Thursday, 18 May 2017

Journey to radiance

If you liken me to a car, or maybe a truck because they 'live' for longer, I had a major overhaul following separation. It was a pretty intense rebuild. Close to write-off, I had to reform myself from the chassis up. New wheels, rims, engine, body, transmission - the works. But it turns out that there are still some dents. Each time I think I am healed something will happen to set me back and the work begins again.

Transformation is never easy. And there's a reason the butterfly builds a cocoon - no one wants to see that hard work that is involved in change.

Transformation is also not quick. You cannot wake up one morning and be different. It takes time. Dedication. Commitment. Change is achieved through consistently different behaviour.

I can see my flaws. I am not ashamed of imperfection. I try my best every day. Some days are better than others but I persist. I have a dream and a plan to get there and I inch my way forward day by day.

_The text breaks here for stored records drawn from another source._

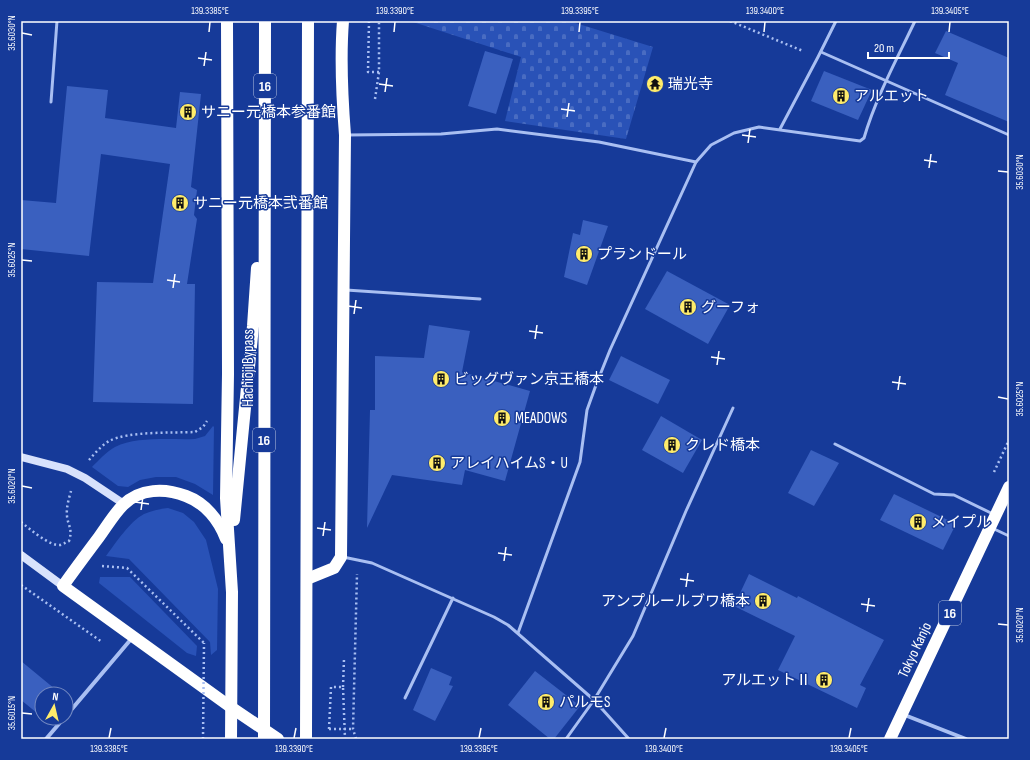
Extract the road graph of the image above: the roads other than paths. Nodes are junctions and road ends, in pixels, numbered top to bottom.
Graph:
1 (57, 21) edge
2 (227, 21) edge
3 (265, 21) edge
4 (308, 21) edge
5 (343, 21) edge
6 (836, 21) edge
7 (915, 21) edge
8 (821, 52) junction
9 (886, 81) junction
10 (52, 102) dead end
11 (780, 129) junction
12 (1009, 135) edge
13 (345, 136) junction
14 (265, 150) junction
15 (696, 162) junction
16 (344, 290) junction
17 (480, 300) dead end
18 (733, 408) dead end
19 (835, 444) dead end
20 (21, 457) edge
21 (1009, 487) edge
22 (124, 504) junction
23 (996, 516) junction
24 (990, 527) junction
25 (1009, 536) edge
26 (21, 555) edge
27 (341, 557) junction
28 (231, 564) junction
29 (307, 579) junction
30 (63, 586) junction
31 (454, 598) junction
32 (518, 633) junction
33 (133, 637) junction
34 (405, 698) dead end
35 (594, 700) junction
36 (74, 706) edge
37 (232, 708) junction
38 (902, 714) junction
39 (57, 726) edge
40 (264, 734) edge
41 (46, 739) edge
42 (231, 739) edge
43 (278, 739) edge
44 (306, 739) edge
45 (566, 739) edge
46 (629, 739) edge
47 (890, 739) edge
48 (966, 739) edge

1 - 10 lane
2 - 28 highway, 16
3 - 14 highway, Hachioji Bypass / 16
4 - 29 highway
5 - 13 highway
6 - 8 lane
7 - 9 lane
8 - 9 lane
8 - 11 lane
9 - 11 lane
9 - 12 lane
11 - 15 lane
13 - 15 lane
13 - 16 highway
14 - 28 highway, 16
14 - 40 highway, Hachioji Bypass / 16
15 - 32 lane
16 - 17 lane
16 - 27 highway
18 - 35 lane
19 - 23 lane
20 - 22 street
21 - 23 highway, Tokyo Kanjo / 16
22 - 28 highway, 16
22 - 30 highway, 16
23 - 24 highway, Tokyo Kanjo / 16
24 - 25 lane
24 - 38 highway, Tokyo Kanjo / 16
26 - 30 street
27 - 29 highway
27 - 31 lane
28 - 37 highway, 16
29 - 44 highway
30 - 33 highway
31 - 32 lane
31 - 34 lane
32 - 35 lane
33 - 36 street
33 - 37 highway
35 - 45 lane
35 - 46 lane
37 - 40 highway
37 - 42 highway, 16
38 - 47 highway, Tokyo Kanjo / 16
38 - 48 street
39 - 41 street
40 - 43 highway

I see the life I want. A life of integrity - where what I believe, what I say and what I do are aligned. They are mismatched at the moment. Financial pressure, social obligation (perceived or real, I am not sure) and family expectations mean that I am somewhat limited in the choices I have. Every life coach will tell you differently - that you can make any choice you want for a different life - but the reality is that life comes with caveats. Children solidify these. Once you have children you are obligated forever. This is not something I would ever begrudge; it is merely a statement of fact. Having children means you have financial, biological and emotional obligations that can never again be ignored.

That doesn't mean I am trapped forever. It's not all doom and gloom. But it might take me longer to get to where I want to be than I would like it to.

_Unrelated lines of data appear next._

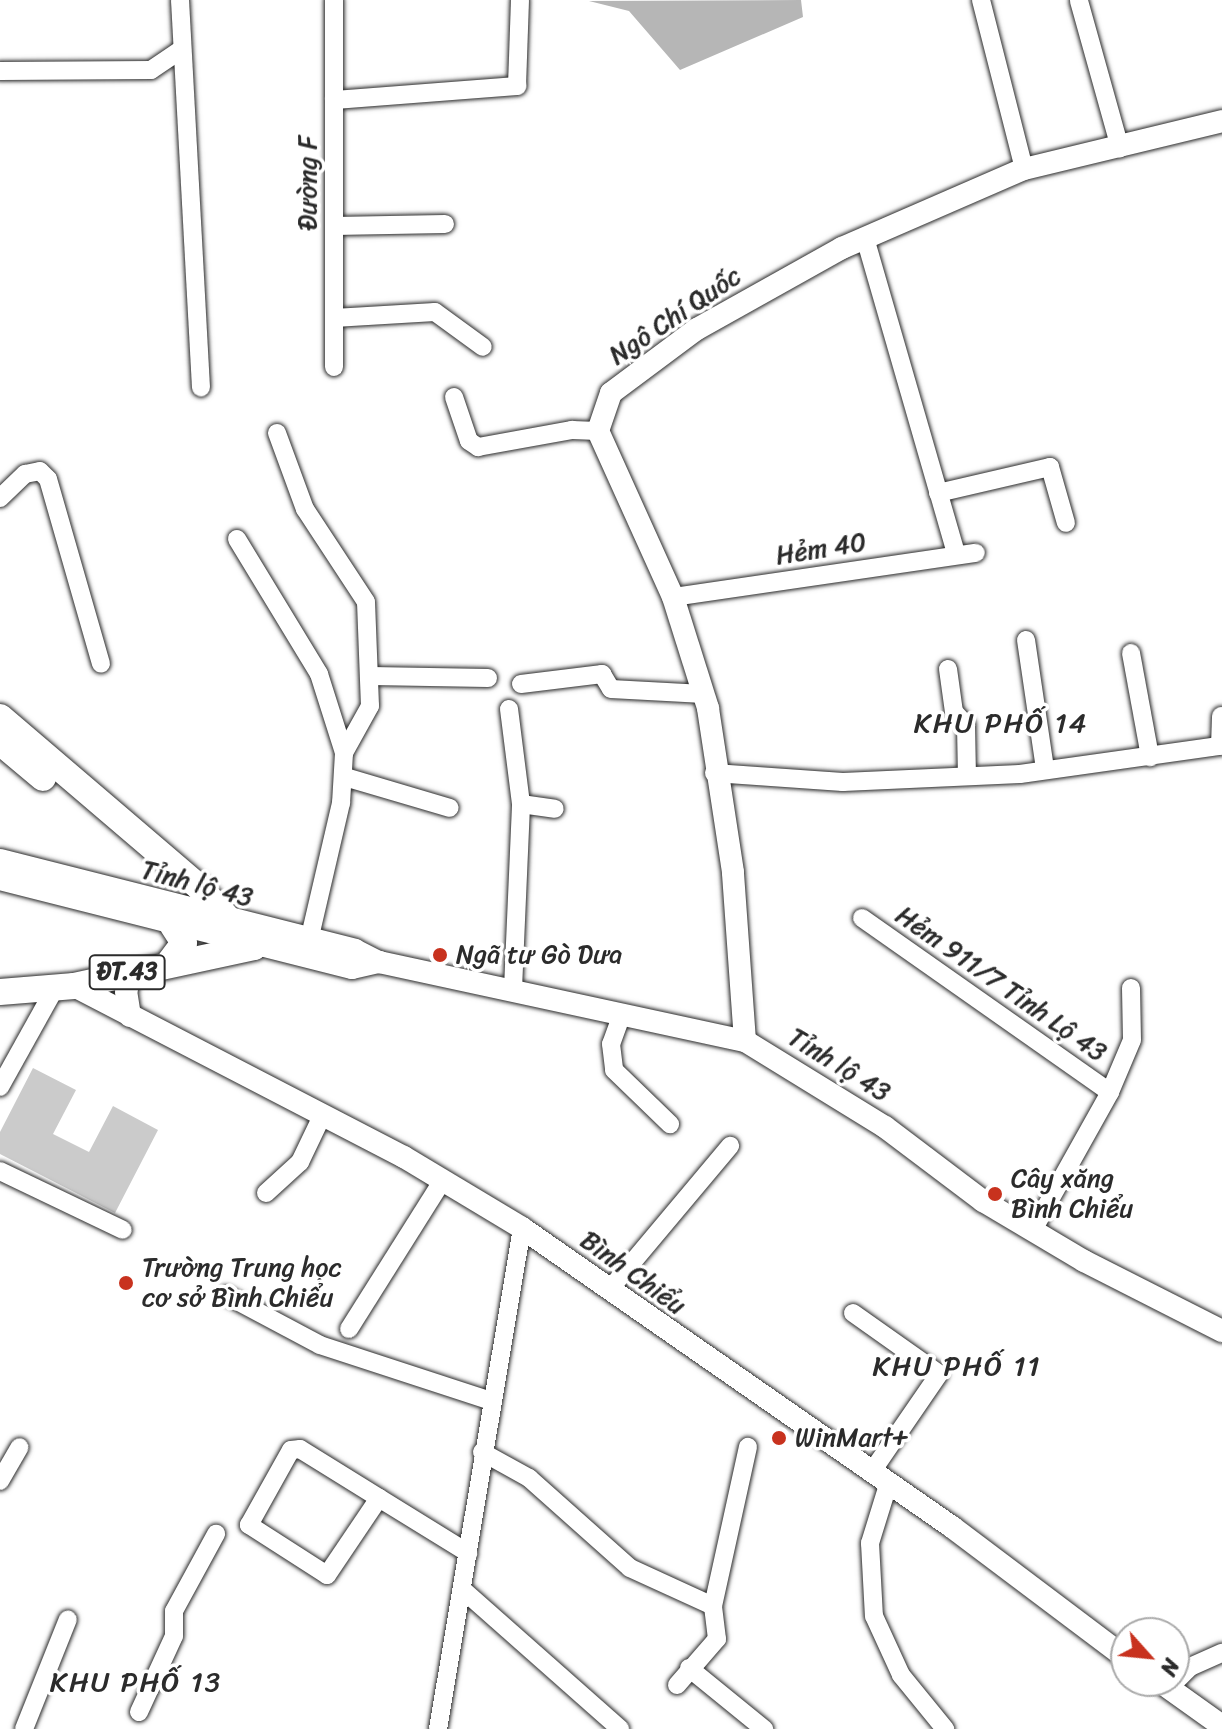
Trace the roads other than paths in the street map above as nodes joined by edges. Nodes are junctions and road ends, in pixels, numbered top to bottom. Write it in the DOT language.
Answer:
graph roads {
  1 [pos="180,0"];
  2 [pos="334,0"];
  3 [pos="520,0"];
  4 [pos="981,0"];
  5 [pos="1079,1"];
  6 [pos="182,49"];
  7 [pos="0,71"];
  8 [pos="334,100"];
  9 [pos="1222,121"];
  10 [pos="1120,148"];
  11 [pos="1024,169"];
  12 [pos="445,224"];
  13 [pos="334,226"];
  14 [pos="865,238"];
  15 [pos="334,318"];
  16 [pos="483,347"];
  17 [pos="334,367"];
  18 [pos="201,387"];
  19 [pos="454,397"];
  20 [pos="598,431"];
  21 [pos="277,433"];
  22 [pos="938,493"];
  23 [pos="0,498"];
  24 [pos="1066,523"];
  25 [pos="237,539"];
  26 [pos="956,553"];
  27 [pos="976,553"];
  28 [pos="673,597"];
  29 [pos="1026,640"];
  30 [pos="1131,653"];
  31 [pos="101,664"];
  32 [pos="948,669"];
  33 [pos="371,676"];
  34 [pos="488,678"];
  35 [pos="521,684"];
  36 [pos="704,694"];
  37 [pos="509,709"];
  38 [pos="1221,716"];
  39 [pos="0,717"];
  40 [pos="0,742"];
  41 [pos="1221,746"];
  42 [pos="344,753"];
  43 [pos="1150,757"];
  44 [pos="1045,769"];
  45 [pos="714,773"];
  46 [pos="967,776"];
  47 [pos="345,777"];
  48 [pos="521,804"];
  49 [pos="450,808"];
  50 [pos="555,809"];
  51 [pos="0,860"];
  52 [pos="0,879"];
  53 [pos="862,918"];
  54 [pos="173,926"];
  55 [pos="241,932"];
  56 [pos="309,940"];
  57 [pos="379,962"];
  58 [pos="168,964"];
  59 [pos="132,971"];
  60 [pos="65,987"];
  61 [pos="1131,988"];
  62 [pos="513,989"];
  63 [pos="0,992"];
  64 [pos="622,1014"];
  65 [pos="130,1016"];
  66 [pos="745,1041"];
  67 [pos="0,1087"];
  68 [pos="1110,1092"];
  69 [pos="323,1114"];
  70 [pos="670,1124"];
  71 [pos="730,1146"];
  72 [pos="0,1171"];
  73 [pos="443,1180"];
  74 [pos="266,1193"];
  75 [pos="522,1228"];
  76 [pos="123,1230"];
  77 [pos="1033,1230"];
  78 [pos="610,1289"];
  79 [pos="226,1295"];
  80 [pos="853,1313"];
  81 [pos="349,1329"];
  82 [pos="1222,1331"];
  83 [pos="491,1401"];
  84 [pos="20,1447"];
  85 [pos="748,1447"];
  86 [pos="482,1452"];
  87 [pos="880,1479"];
  88 [pos="0,1481"];
  89 [pos="379,1498"];
  90 [pos="216,1534"];
  91 [pos="468,1553"];
  92 [pos="463,1590"];
  93 [pos="713,1606"];
  94 [pos="68,1619"];
  95 [pos="1110,1646"];
  96 [pos="1222,1653"];
  97 [pos="1190,1667"];
  98 [pos="689,1668"];
  99 [pos="677,1685"];
  100 [pos="1182,1697"];
  101 [pos="139,1712"];
  102 [pos="1222,1726"];
  103 [pos="24,1729"];
  104 [pos="438,1729"];
  105 [pos="620,1729"];
  106 [pos="764,1729"];
  107 [pos="945,1729"];
  1 -- 6 [label="street"];
  2 -- 8 [label="street, Đường F"];
  3 -- 8 [label="street"];
  4 -- 11 [label="street"];
  5 -- 10 [label="street"];
  6 -- 7 [label="street"];
  6 -- 18 [label="street"];
  8 -- 13 [label="street, Đường F"];
  9 -- 10 [label="main road, Ngô Chí Quốc"];
  10 -- 11 [label="main road, Ngô Chí Quốc"];
  11 -- 14 [label="main road, Ngô Chí Quốc"];
  12 -- 13 [label="street"];
  13 -- 15 [label="street, Đường F"];
  14 -- 20 [label="main road, Ngô Chí Quốc"];
  14 -- 22 [label="street"];
  15 -- 16 [label="street"];
  15 -- 17 [label="street, Đường F"];
  19 -- 20 [label="street"];
  20 -- 28 [label="main road"];
  21 -- 33 [label="street"];
  22 -- 24 [label="street"];
  22 -- 26 [label="street"];
  23 -- 31 [label="street"];
  25 -- 42 [label="street"];
  26 -- 27 [label="street, Hẻm 40"];
  26 -- 28 [label="street, Hẻm 40"];
  28 -- 36 [label="main road"];
  29 -- 44 [label="street"];
  30 -- 43 [label="street"];
  32 -- 46 [label="street"];
  33 -- 34 [label="street"];
  33 -- 42 [label="street"];
  35 -- 36 [label="street"];
  36 -- 45 [label="main road"];
  37 -- 48 [label="street"];
  38 -- 41 [label="street"];
  39 -- 55 [label="highway"];
  40 -- 55 [label="highway"];
  41 -- 43 [label="street"];
  42 -- 47 [label="street"];
  43 -- 44 [label="street"];
  44 -- 46 [label="street"];
  45 -- 46 [label="street"];
  45 -- 66 [label="main road"];
  47 -- 49 [label="street"];
  47 -- 56 [label="street"];
  48 -- 50 [label="street"];
  48 -- 62 [label="street"];
  51 -- 55 [label="main road, Tỉnh lộ 43 / ĐT.43"];
  52 -- 54 [label="main road, Tỉnh lộ 43 / ĐT.43"];
  53 -- 68 [label="street, Hẻm 911/7 Tỉnh Lộ 43"];
  54 -- 55 [label="main road, Tỉnh lộ 43 / ĐT.43"];
  54 -- 58 [label="highway"];
  55 -- 56 [label="main road, Tỉnh lộ 43 / ĐT.43"];
  55 -- 57 [label="main road, Tỉnh lộ 43 / ĐT.43"];
  55 -- 58 [label="highway, ĐT.43"];
  56 -- 57 [label="main road, Tỉnh lộ 43 / ĐT.43"];
  57 -- 62 [label="main road, Tỉnh lộ 43 / ĐT.43"];
  58 -- 59 [label="highway, ĐT.43"];
  59 -- 60 [label="highway, ĐT.43"];
  59 -- 65 [label="main road"];
  60 -- 63 [label="highway, ĐT.43"];
  60 -- 65 [label="main road, Bình Chiểu"];
  60 -- 67 [label="street"];
  61 -- 68 [label="street"];
  62 -- 64 [label="main road, Tỉnh lộ 43 / ĐT.43"];
  64 -- 66 [label="main road, Tỉnh lộ 43 / ĐT.43"];
  64 -- 70 [label="street"];
  65 -- 69 [label="main road, Bình Chiểu"];
  66 -- 77 [label="main road, Tỉnh lộ 43 / ĐT.43"];
  68 -- 77 [label="street"];
  69 -- 73 [label="main road, Bình Chiểu"];
  69 -- 74 [label="street"];
  71 -- 78 [label="street"];
  72 -- 76 [label="street"];
  73 -- 75 [label="main road, Bình Chiểu"];
  73 -- 81 [label="street"];
  75 -- 78 [label="main road, Bình Chiểu"];
  75 -- 83 [label="street"];
  77 -- 82 [label="main road, Tỉnh lộ 43 / ĐT.43"];
  78 -- 87 [label="main road, Bình Chiểu"];
  79 -- 83 [label="street"];
  80 -- 87 [label="street"];
  83 -- 86 [label="street"];
  84 -- 88 [label="street"];
  85 -- 93 [label="street"];
  86 -- 91 [label="street"];
  86 -- 93 [label="street"];
  87 -- 95 [label="main road, Bình Chiểu"];
  87 -- 107 [label="street"];
  89 -- 89 [label="street"];
  89 -- 91 [label="street"];
  90 -- 101 [label="street"];
  91 -- 92 [label="street"];
  92 -- 104 [label="street"];
  92 -- 105 [label="street"];
  93 -- 98 [label="street"];
  94 -- 103 [label="street"];
  96 -- 97 [label="street"];
  98 -- 99 [label="street"];
  98 -- 106 [label="street"];
  100 -- 102 [label="main road"];
}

In the meanwhile, I will work consistently and diligently to improve my situation. Each day I make choices that lead me to a radiant, happy, joyful life. A life that is realistic but simply beautiful. A life where my children are clothed, fed, educated and loved so they are healthy and happy. A life where I am in love with the man I share my bed with. A life where I love my job. A life where I am proud of the body I walk around in. A life full of solid relationships with family and friends, fostering real connections with the ones closest to me.